== Data provided
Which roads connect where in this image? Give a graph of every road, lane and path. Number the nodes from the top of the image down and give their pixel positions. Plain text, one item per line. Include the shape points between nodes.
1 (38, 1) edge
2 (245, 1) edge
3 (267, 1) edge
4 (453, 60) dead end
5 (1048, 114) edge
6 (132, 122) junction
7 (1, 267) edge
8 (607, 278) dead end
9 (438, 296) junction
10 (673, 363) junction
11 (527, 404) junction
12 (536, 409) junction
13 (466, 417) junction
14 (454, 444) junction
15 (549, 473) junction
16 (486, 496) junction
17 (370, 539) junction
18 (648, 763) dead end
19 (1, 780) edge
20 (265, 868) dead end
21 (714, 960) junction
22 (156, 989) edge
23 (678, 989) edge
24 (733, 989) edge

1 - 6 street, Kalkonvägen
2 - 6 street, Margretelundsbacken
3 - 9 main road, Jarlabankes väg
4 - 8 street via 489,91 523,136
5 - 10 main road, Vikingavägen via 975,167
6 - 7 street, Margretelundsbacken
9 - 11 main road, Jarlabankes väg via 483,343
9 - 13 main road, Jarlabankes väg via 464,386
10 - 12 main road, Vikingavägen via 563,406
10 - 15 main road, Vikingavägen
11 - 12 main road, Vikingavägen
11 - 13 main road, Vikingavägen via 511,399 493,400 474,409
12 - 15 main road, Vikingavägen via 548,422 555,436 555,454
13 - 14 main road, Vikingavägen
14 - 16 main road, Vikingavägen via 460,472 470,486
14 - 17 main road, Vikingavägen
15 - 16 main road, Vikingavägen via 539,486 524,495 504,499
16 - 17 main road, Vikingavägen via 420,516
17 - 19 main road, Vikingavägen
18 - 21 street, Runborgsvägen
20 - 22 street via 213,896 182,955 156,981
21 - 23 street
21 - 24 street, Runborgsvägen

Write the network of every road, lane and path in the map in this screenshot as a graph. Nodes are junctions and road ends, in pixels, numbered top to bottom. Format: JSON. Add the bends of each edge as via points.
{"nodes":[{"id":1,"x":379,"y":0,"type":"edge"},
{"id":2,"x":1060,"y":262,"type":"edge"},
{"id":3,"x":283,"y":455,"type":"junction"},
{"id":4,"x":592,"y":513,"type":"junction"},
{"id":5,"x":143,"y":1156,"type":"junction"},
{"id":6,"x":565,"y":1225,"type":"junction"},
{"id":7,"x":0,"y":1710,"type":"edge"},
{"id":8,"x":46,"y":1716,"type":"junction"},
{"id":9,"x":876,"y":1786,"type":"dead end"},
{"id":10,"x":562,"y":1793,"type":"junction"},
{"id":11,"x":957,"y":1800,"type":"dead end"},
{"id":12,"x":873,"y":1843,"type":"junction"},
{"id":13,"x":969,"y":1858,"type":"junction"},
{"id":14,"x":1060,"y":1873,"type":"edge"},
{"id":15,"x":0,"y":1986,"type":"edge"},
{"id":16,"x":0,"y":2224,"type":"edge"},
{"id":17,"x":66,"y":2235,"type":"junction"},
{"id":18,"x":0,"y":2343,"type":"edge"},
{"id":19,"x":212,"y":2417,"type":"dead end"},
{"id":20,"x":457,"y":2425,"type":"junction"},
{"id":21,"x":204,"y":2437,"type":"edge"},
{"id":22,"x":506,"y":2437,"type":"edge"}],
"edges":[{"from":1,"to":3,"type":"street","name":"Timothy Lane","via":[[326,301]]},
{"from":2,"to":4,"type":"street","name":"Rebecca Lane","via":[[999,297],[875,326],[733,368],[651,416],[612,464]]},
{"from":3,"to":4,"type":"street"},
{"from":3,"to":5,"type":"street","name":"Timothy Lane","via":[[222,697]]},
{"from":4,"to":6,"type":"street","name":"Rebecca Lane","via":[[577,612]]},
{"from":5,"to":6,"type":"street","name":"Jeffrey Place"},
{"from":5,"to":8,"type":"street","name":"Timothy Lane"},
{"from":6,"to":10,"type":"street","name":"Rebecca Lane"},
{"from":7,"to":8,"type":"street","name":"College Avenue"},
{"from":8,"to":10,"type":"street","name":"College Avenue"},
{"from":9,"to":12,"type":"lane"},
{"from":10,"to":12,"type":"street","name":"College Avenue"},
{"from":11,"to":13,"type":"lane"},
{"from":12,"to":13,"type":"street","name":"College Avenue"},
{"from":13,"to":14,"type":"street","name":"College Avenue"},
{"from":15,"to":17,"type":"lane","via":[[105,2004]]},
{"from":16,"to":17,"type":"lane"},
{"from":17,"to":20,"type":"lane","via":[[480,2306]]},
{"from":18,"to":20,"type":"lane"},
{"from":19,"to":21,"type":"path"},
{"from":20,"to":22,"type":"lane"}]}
====
* What the task requires *
Your task is to repeat the data exactly, with nothing left out.

* Output of the task *
Which roads connect where in this image? Give a graph of every road, lane and path. Number the nodes from the top of the image down and give their pixel positions. Plain text, one item per line. Include the shape points between nodes.
1 (38, 1) edge
2 (245, 1) edge
3 (267, 1) edge
4 (453, 60) dead end
5 (1048, 114) edge
6 (132, 122) junction
7 (1, 267) edge
8 (607, 278) dead end
9 (438, 296) junction
10 (673, 363) junction
11 (527, 404) junction
12 (536, 409) junction
13 (466, 417) junction
14 (454, 444) junction
15 (549, 473) junction
16 (486, 496) junction
17 (370, 539) junction
18 (648, 763) dead end
19 (1, 780) edge
20 (265, 868) dead end
21 (714, 960) junction
22 (156, 989) edge
23 (678, 989) edge
24 (733, 989) edge

1 - 6 street, Kalkonvägen
2 - 6 street, Margretelundsbacken
3 - 9 main road, Jarlabankes väg
4 - 8 street via 489,91 523,136
5 - 10 main road, Vikingavägen via 975,167
6 - 7 street, Margretelundsbacken
9 - 11 main road, Jarlabankes väg via 483,343
9 - 13 main road, Jarlabankes väg via 464,386
10 - 12 main road, Vikingavägen via 563,406
10 - 15 main road, Vikingavägen
11 - 12 main road, Vikingavägen
11 - 13 main road, Vikingavägen via 511,399 493,400 474,409
12 - 15 main road, Vikingavägen via 548,422 555,436 555,454
13 - 14 main road, Vikingavägen
14 - 16 main road, Vikingavägen via 460,472 470,486
14 - 17 main road, Vikingavägen
15 - 16 main road, Vikingavägen via 539,486 524,495 504,499
16 - 17 main road, Vikingavägen via 420,516
17 - 19 main road, Vikingavägen
18 - 21 street, Runborgsvägen
20 - 22 street via 213,896 182,955 156,981
21 - 23 street
21 - 24 street, Runborgsvägen

Write the network of every road, lane and path in the map in this screenshot as a graph. Nodes are junctions and road ends, in pixels, numbered top to bottom. Format: JSON. Add the bends of each edge as via points.
{"nodes":[{"id":1,"x":379,"y":0,"type":"edge"},
{"id":2,"x":1060,"y":262,"type":"edge"},
{"id":3,"x":283,"y":455,"type":"junction"},
{"id":4,"x":592,"y":513,"type":"junction"},
{"id":5,"x":143,"y":1156,"type":"junction"},
{"id":6,"x":565,"y":1225,"type":"junction"},
{"id":7,"x":0,"y":1710,"type":"edge"},
{"id":8,"x":46,"y":1716,"type":"junction"},
{"id":9,"x":876,"y":1786,"type":"dead end"},
{"id":10,"x":562,"y":1793,"type":"junction"},
{"id":11,"x":957,"y":1800,"type":"dead end"},
{"id":12,"x":873,"y":1843,"type":"junction"},
{"id":13,"x":969,"y":1858,"type":"junction"},
{"id":14,"x":1060,"y":1873,"type":"edge"},
{"id":15,"x":0,"y":1986,"type":"edge"},
{"id":16,"x":0,"y":2224,"type":"edge"},
{"id":17,"x":66,"y":2235,"type":"junction"},
{"id":18,"x":0,"y":2343,"type":"edge"},
{"id":19,"x":212,"y":2417,"type":"dead end"},
{"id":20,"x":457,"y":2425,"type":"junction"},
{"id":21,"x":204,"y":2437,"type":"edge"},
{"id":22,"x":506,"y":2437,"type":"edge"}],
"edges":[{"from":1,"to":3,"type":"street","name":"Timothy Lane","via":[[326,301]]},
{"from":2,"to":4,"type":"street","name":"Rebecca Lane","via":[[999,297],[875,326],[733,368],[651,416],[612,464]]},
{"from":3,"to":4,"type":"street"},
{"from":3,"to":5,"type":"street","name":"Timothy Lane","via":[[222,697]]},
{"from":4,"to":6,"type":"street","name":"Rebecca Lane","via":[[577,612]]},
{"from":5,"to":6,"type":"street","name":"Jeffrey Place"},
{"from":5,"to":8,"type":"street","name":"Timothy Lane"},
{"from":6,"to":10,"type":"street","name":"Rebecca Lane"},
{"from":7,"to":8,"type":"street","name":"College Avenue"},
{"from":8,"to":10,"type":"street","name":"College Avenue"},
{"from":9,"to":12,"type":"lane"},
{"from":10,"to":12,"type":"street","name":"College Avenue"},
{"from":11,"to":13,"type":"lane"},
{"from":12,"to":13,"type":"street","name":"College Avenue"},
{"from":13,"to":14,"type":"street","name":"College Avenue"},
{"from":15,"to":17,"type":"lane","via":[[105,2004]]},
{"from":16,"to":17,"type":"lane"},
{"from":17,"to":20,"type":"lane","via":[[480,2306]]},
{"from":18,"to":20,"type":"lane"},
{"from":19,"to":21,"type":"path"},
{"from":20,"to":22,"type":"lane"}]}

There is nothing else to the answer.